KeyboardInterrupt eats my error and then won't be caught
Philip Semanchuk
philip at semanchuk.com
Sat Jun 20 16:30:58 EDT 2009
On Jun 20, 2009, at 7:41 AM, Piet van Oostrum wrote:
> After my previous experiment I was curious how this works with
> input(). I replaced the sem.acquire() with raw_input() and ran the
> same
> tests. Now the inner exception is really taken so it works like the OP
> expected. The exception, however is KeyboardInterrupt, not the special
> exception from the IPC module.
>
> So I looked in the source code how they did it:
> The code is in Parser/myreadline.c.
>
> This code for input in function calls PyErr_CheckSignals() and
> PyOS_InterruptOccurred() for a proper handling of the interrupt. So it
> seems the OP should do something similar. Onl;y to deliver the custom
> error you will have to do some other stuff. I don't know what but
> maybe
> calling PyErr_SetString is sufficient as it might overwrite the
> KeyboardInterrupt stuff.
Thank you Greg and especially Piet for going to the trouble of
installing posix_ipc and experimenting with it.

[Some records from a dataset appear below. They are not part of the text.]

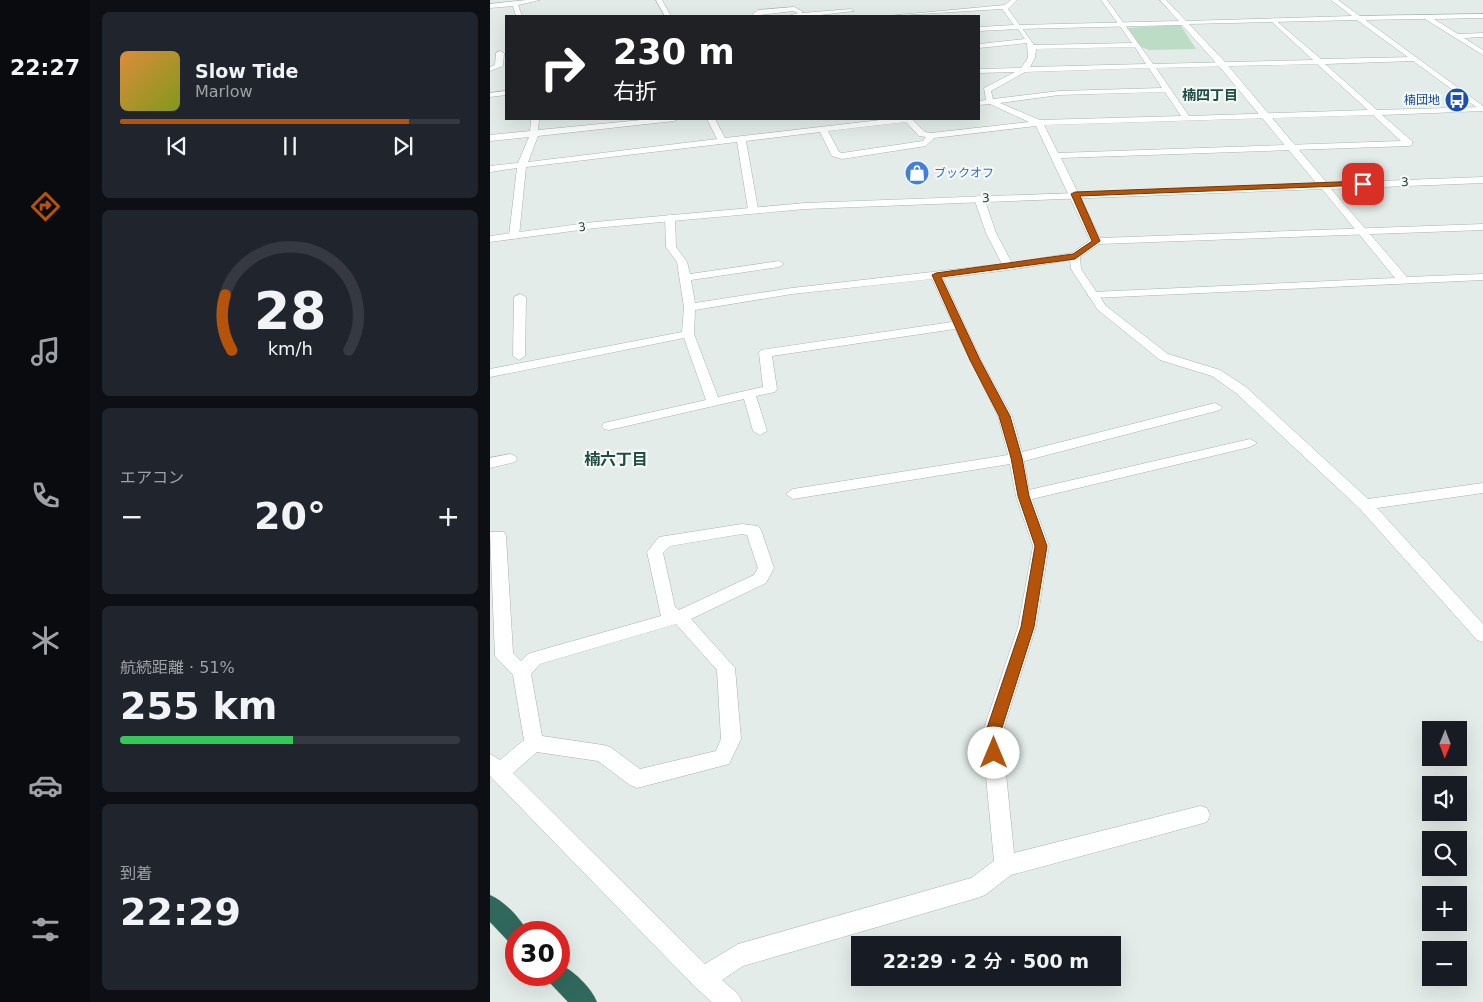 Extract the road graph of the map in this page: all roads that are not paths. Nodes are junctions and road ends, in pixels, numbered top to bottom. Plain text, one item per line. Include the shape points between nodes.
1 (537, 0) edge
2 (659, 0) edge
3 (1014, 0) edge
4 (1104, 0) edge
5 (1163, 0) edge
6 (1334, 0) edge
7 (514, 4) junction
8 (490, 6) edge
9 (1007, 6) junction
10 (851, 11) edge
11 (519, 15) edge
12 (667, 15) edge
13 (755, 15) edge
14 (802, 15) edge
15 (902, 15) edge
16 (1483, 16) edge
17 (1427, 17) junction
18 (1358, 18) junction
19 (1273, 20) junction
20 (1185, 23) junction
21 (1122, 24) junction
22 (1019, 27) junction
23 (980, 29) edge
24 (1483, 35) edge
25 (1455, 36) junction
26 (1031, 44) junction
27 (1137, 45) junction
28 (980, 46) edge
29 (503, 53) edge
30 (1483, 53) edge
31 (490, 55) edge
32 (1413, 59) junction
33 (1318, 61) junction
34 (1222, 64) junction
35 (1151, 66) junction
36 (1027, 68) junction
37 (490, 69) edge
38 (980, 71) edge
39 (1168, 90) junction
40 (505, 93) edge
41 (490, 95) edge
42 (990, 101) junction
43 (980, 103) edge
44 (1483, 110) edge
45 (1375, 113) junction
46 (1265, 116) junction
47 (1186, 118) junction
48 (535, 120) edge
49 (655, 120) edge
50 (712, 120) edge
51 (900, 120) edge
52 (909, 120) edge
53 (636, 121) edge
54 (1038, 122) junction
55 (823, 130) junction
56 (534, 134) junction
57 (931, 136) junction
58 (490, 138) edge
59 (741, 139) junction
60 (723, 142) junction
61 (1292, 147) junction
62 (1055, 156) junction
63 (522, 165) junction
64 (490, 169) edge
65 (1483, 180) edge
66 (1323, 185) junction
67 (1075, 194) junction
68 (979, 198) junction
69 (753, 209) junction
70 (670, 217) junction
71 (1483, 227) edge
72 (1361, 232) junction
73 (514, 236) junction
74 (490, 239) edge
75 (1096, 241) junction
76 (1075, 256) junction
77 (779, 264) dead end
78 (1009, 266) junction
79 (936, 275) junction
80 (1483, 277) edge
81 (685, 278) junction
82 (1403, 280) junction
83 (1092, 295) junction
84 (520, 296) dead end
85 (690, 307) junction
86 (959, 325) junction
87 (688, 334) junction
88 (519, 356) dead end
89 (490, 373) edge
90 (749, 394) junction
91 (712, 402) junction
92 (1215, 407) dead end
93 (609, 426) dead end
94 (760, 431) dead end
95 (1250, 443) dead end
96 (1016, 458) junction
97 (510, 459) dead end
98 (490, 463) edge
99 (1483, 488) edge
100 (792, 494) dead end
101 (1023, 496) junction
102 (1365, 505) junction
103 (490, 537) edge
104 (680, 617) junction
105 (1483, 635) edge
106 (522, 672) junction
107 (534, 743) junction
108 (495, 768) edge
109 (1200, 815) dead end
110 (1005, 866) junction
111 (490, 906) edge
112 (505, 922) edge
113 (703, 979) junction
114 (569, 986) edge
115 (584, 1002) edge
116 (730, 1002) edge

1 - 7 street
2 - 12 street
3 - 9 street
4 - 21 street
5 - 20 street
6 - 18 street
7 - 8 street
7 - 11 street
9 - 15 street
9 - 22 street via 1005,9
10 - 14 street
13 - 14 street via 791,9
16 - 17 street
17 - 18 street
17 - 25 street
18 - 19 street
18 - 32 street
19 - 20 street
19 - 33 street
20 - 21 street
20 - 34 street
21 - 22 street
21 - 27 street
22 - 23 street
22 - 26 street
24 - 25 street
25 - 30 street
26 - 27 street
26 - 28 street
26 - 36 street via 1032,59
27 - 35 street
29 - 31 street
29 - 37 street via 499,66
32 - 33 street
32 - 44 street
33 - 34 street
33 - 45 street
34 - 35 street
34 - 46 street
35 - 36 street
35 - 39 street
36 - 38 street
36 - 42 street via 987,90
39 - 42 street via 1059,93
39 - 47 street
40 - 41 street
42 - 43 street
42 - 54 street
44 - 45 street
45 - 46 street
45 - 61 street via 1409,143
46 - 47 street
46 - 61 street
47 - 54 street
48 - 56 street
49 - 53 street
50 - 60 street
51 - 55 street
52 - 57 street via 922,134
53 - 56 street
54 - 57 street
54 - 62 street
55 - 57 street via 836,154 842,156 926,143
55 - 59 street
56 - 58 street
56 - 63 street
59 - 60 street
59 - 69 street
60 - 63 street
61 - 62 street
61 - 66 street
62 - 67 street
63 - 64 street
63 - 73 street
65 - 66 street, 3
66 - 67 street, 3
66 - 72 street
67 - 68 street, 3
67 - 75 street
68 - 69 street, 3
68 - 78 street via 991,233
69 - 70 street, 3
70 - 73 street, 3
70 - 81 street via 671,247 682,262
71 - 72 street
72 - 75 street
72 - 82 street
73 - 74 street, 3
75 - 76 street
76 - 78 street
76 - 83 street via 1076,269
77 - 81 street
78 - 79 street
79 - 85 street via 792,290
79 - 86 street
80 - 82 street
81 - 85 street
82 - 83 street
83 - 102 street via 1102,308 1164,357 1216,373 1241,390
84 - 88 street
85 - 87 street
86 - 90 street via 765,353 770,389
86 - 96 street via 1004,416
87 - 89 street
87 - 91 street
90 - 91 street
90 - 94 street
91 - 93 street
92 - 96 street
95 - 101 street
96 - 100 street
96 - 101 street
97 - 98 street
99 - 102 street
101 - 110 street via 1041,546 1027,627 992,734
102 - 105 street
103 - 106 street via 498,536 504,656
104 - 104 street via 760,579 766,568 753,530 665,540 655,552 666,611
104 - 106 street via 534,659
104 - 107 street via 726,668 731,739 722,758 637,779 602,753
106 - 107 street
107 - 108 street
108 - 113 street
109 - 110 street
110 - 113 street via 978,887 738,956
111 - 112 highway
113 - 116 street
114 - 115 highway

Piet, your research into raw_input() gave me a solution.
In my C code, I added a call to PyErr_CheckSignals() as the first line
inside the "case EINTR". Apparently calling PyErr_CheckSignals() sets
the Python error indicator -- PyErr_Occurred() returns true and the
error is PyExc_KeyboardInterrupt. I'm able to clear that error and
return my own.
Prior to adding the call to PyErr_CheckSignals(), PyErr_Occurred()
returned false, so my code had no error to clear.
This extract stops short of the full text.